Erica looks. Sure enough, up behind the driver, where the seats are reserved for the handicapped and expectant mothers, there are two seats open on either side of a gruff-looking man.
He smelled like a frat house on the morning after, Erica realizes belatedly, the sense memory of it pungent even though she can't smell it back here.
"He looks like he's got serious problems," Oswald comments quietly, tone milky with pity.
He's a broad-set man in a wide, thick coat with elbows that have been worn to white and an orange ski-cap that doesn't look like it's come off in days. His face is unshaven, salt-and-pepper stubble covering the squat, oddly-shunted spread of his jaw, and there are deep gouges of sagging flesh under his eyes, like someone had taken their thumbs to the putty of his skin and slipped. He doesn't seem to be aware that people are avoiding the sour stench of misery that's sitting heavy on him; his gaze is fixed at some point near the floor, hard and unwavering and enormously tired.
That is, until the dog daemon that's sitting across the aisle abruptly stands up, her head tilted curiously, and tentatively crosses the space between them.
Erica's not the only one paying attention now; the woman next to her drops her hand to her lap, straightening up a little to get a better look. A couple people in front of her are openly watching as well.
She's wearing her headphones, but her Shuffle brings up something soft and instrumental, and she can't reach her pocket to adjust the volume or skip songs without elbowing her neighbor, so she can hear it just fine when the daemon's human -- a slender kid Erica's age with a thick head of hair -- hisses, "Gwen," between his teeth, like a command.

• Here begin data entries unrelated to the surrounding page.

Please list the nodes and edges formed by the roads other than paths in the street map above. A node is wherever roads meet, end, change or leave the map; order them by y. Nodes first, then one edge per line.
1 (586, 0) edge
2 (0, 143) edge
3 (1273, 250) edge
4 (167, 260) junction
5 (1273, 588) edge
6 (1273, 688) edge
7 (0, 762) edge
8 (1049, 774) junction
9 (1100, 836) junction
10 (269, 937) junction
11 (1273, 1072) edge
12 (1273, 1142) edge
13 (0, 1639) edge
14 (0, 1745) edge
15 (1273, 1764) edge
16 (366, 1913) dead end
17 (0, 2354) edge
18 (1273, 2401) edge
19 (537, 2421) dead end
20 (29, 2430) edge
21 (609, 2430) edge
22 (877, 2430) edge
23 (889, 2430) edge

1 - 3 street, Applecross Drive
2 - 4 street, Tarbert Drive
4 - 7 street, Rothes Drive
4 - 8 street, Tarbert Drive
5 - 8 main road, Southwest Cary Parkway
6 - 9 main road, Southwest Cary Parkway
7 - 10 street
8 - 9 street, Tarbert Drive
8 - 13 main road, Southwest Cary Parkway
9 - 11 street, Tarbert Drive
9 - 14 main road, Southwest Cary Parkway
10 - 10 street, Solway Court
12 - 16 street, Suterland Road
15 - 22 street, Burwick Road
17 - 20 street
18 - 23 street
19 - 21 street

The collie ignores him, focused firmly forwards.
Some of the onlookers quickly avert their eyes; a grown man who can't control his daemon, even when he speaks out loud, is about as embarrassing to watch as a child throwing a tantrum, or walking by a stranger whose fly is undone.
Erica grew up with four brothers -- it takes a lot to get her well and truly ashamed, so, intrigued, she studies the pair of them. The boy's sitting directly across from the wino, neither handicapped nor expectant, but soft around the edges of his eyes, like he'd be the type who would give up his seat to the disabled, elderly, or pregnant without a fuss. He's wearing a well-tailored three-piece suit, and Erica's never been part of the New England aristocracy and therefore can't recognize value on sight, but she'd hazard a guess that it didn't just come off the rack from Macy's. At the same time, there's a well-worn, raggedy backpack parked on top of his feet. He's got the same slim face his daemon does, same wide attentive eyes and glossy dark hair.

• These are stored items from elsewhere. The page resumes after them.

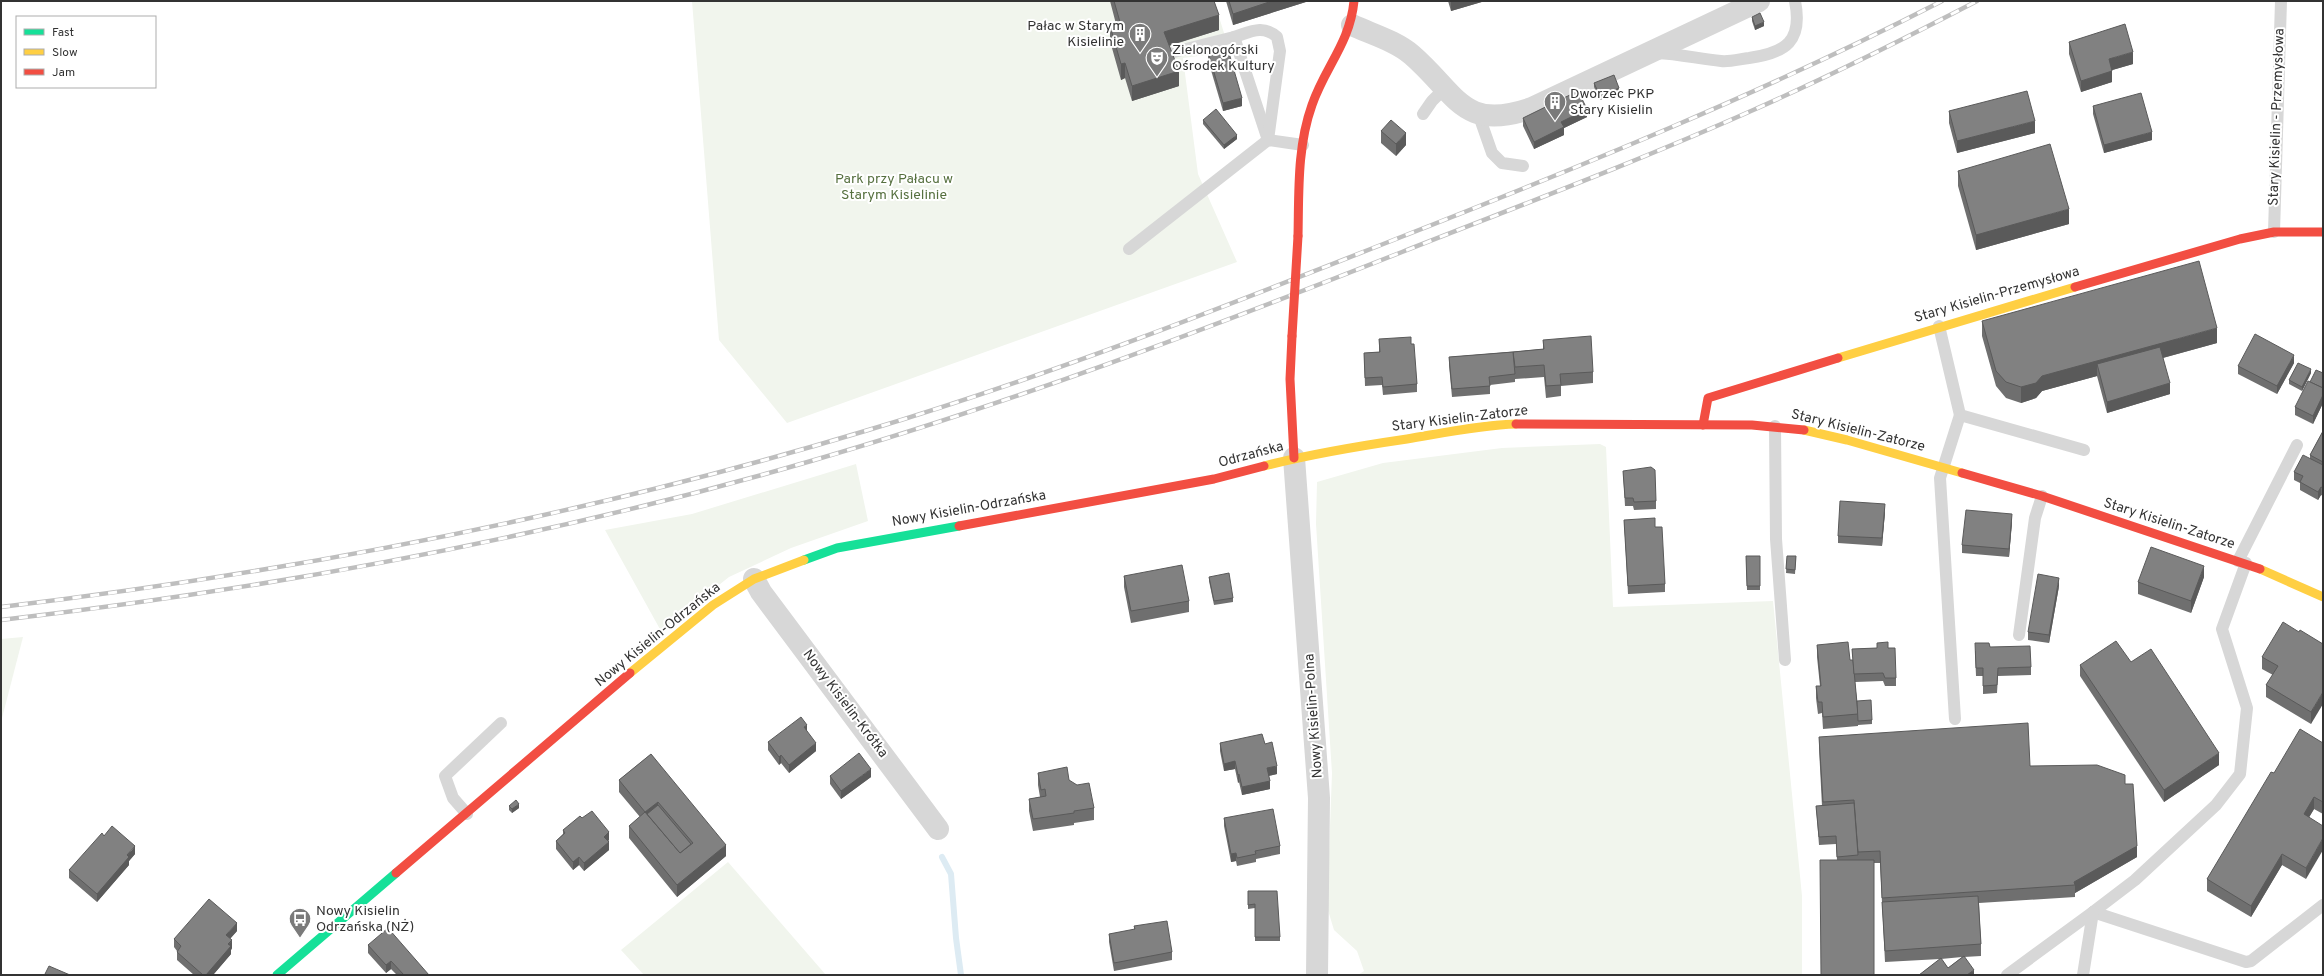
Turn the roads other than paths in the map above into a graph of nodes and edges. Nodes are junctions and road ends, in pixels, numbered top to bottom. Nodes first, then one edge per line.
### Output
1 (1354, 1) edge
2 (1759, 1) edge
3 (1795, 1) edge
4 (2281, 1) edge
5 (1352, 25) junction
6 (1234, 37) junction
7 (1174, 52) dead end
8 (1650, 52) junction
9 (1445, 88) junction
10 (1478, 113) junction
11 (1422, 114) dead end
12 (1268, 140) junction
13 (1303, 144) junction
14 (1523, 166) dead end
15 (2274, 232) junction
16 (2323, 232) edge
17 (1129, 249) dead end
18 (1939, 326) junction
19 (1960, 415) junction
20 (1703, 425) junction
21 (1775, 426) junction
22 (2297, 445) dead end
23 (2084, 450) dead end
24 (1294, 458) junction
25 (1944, 467) junction
26 (1214, 479) joint
27 (2042, 496) junction
28 (2242, 562) junction
29 (754, 579) junction
30 (2323, 597) edge
31 (2019, 635) dead end
32 (1785, 660) dead end
33 (1955, 719) dead end
34 (501, 723) dead end
35 (467, 814) junction
36 (938, 829) dead end
37 (2323, 905) edge
38 (2093, 912) junction
39 (277, 975) edge
40 (1317, 975) edge
41 (2007, 975) edge
42 (2083, 975) edge

1 - 5 street
2 - 8 street
3 - 8 lane
4 - 15 lane, Stary Kisielin - Przemysłowa
5 - 9 street
5 - 13 street
6 - 7 lane
6 - 12 lane
6 - 12 lane
8 - 10 street
9 - 10 street
9 - 11 lane
10 - 14 lane
12 - 13 lane
12 - 17 lane
13 - 24 street, bridge
15 - 16 street, Stary Kisielin-Przemysłowa
15 - 18 street, Stary Kisielin-Przemysłowa
18 - 19 lane
18 - 20 street, Stary Kisielin-Przemysłowa
19 - 23 lane
19 - 25 lane
20 - 21 street, Stary Kisielin-Zatorze
20 - 24 street, Stary Kisielin-Zatorze
21 - 25 street, Stary Kisielin-Zatorze
21 - 32 lane
22 - 28 lane
24 - 26 street, Odrzańska
24 - 40 street, Nowy Kisielin-Polna
25 - 27 street, Stary Kisielin-Zatorze
25 - 33 lane
26 - 29 street, Nowy Kisielin-Odrzańska
27 - 28 street, Stary Kisielin-Zatorze
27 - 31 lane
28 - 30 street, Stary Kisielin-Zatorze
28 - 38 lane
29 - 35 street, Nowy Kisielin-Odrzańska
29 - 36 street, Nowy Kisielin-Krótka
34 - 35 lane
35 - 39 street, Nowy Kisielin-Odrzańska
37 - 38 lane
38 - 41 lane
38 - 42 lane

No, no, no, that's a good sign, goes her eldest brother's voice in her head. He chin-stroked his way through three years of a philosophy major at BU before dropping out to do ... whatever it is he does, and to work barista at the Borders by the public library. You want to trust the people who look like their daemons.
Why? Erica had wanted to know. Her brother's daemon was a scaly, orange-and-black gila monster, and she didn't think they resembled each other much at all. (Well, in looks, anyway. They were both lazy slackers with dirty mouths, otherwise.)
Well, think about it, he had replied. Daemons are supposed to be your utter compliment, the other half of your soul, right? So it's a good sign of the inner self mirrors the outer self in looks as well as mannerisms -- it means that that person has nothing to hide. There's no deep, dark contrast that you can't see.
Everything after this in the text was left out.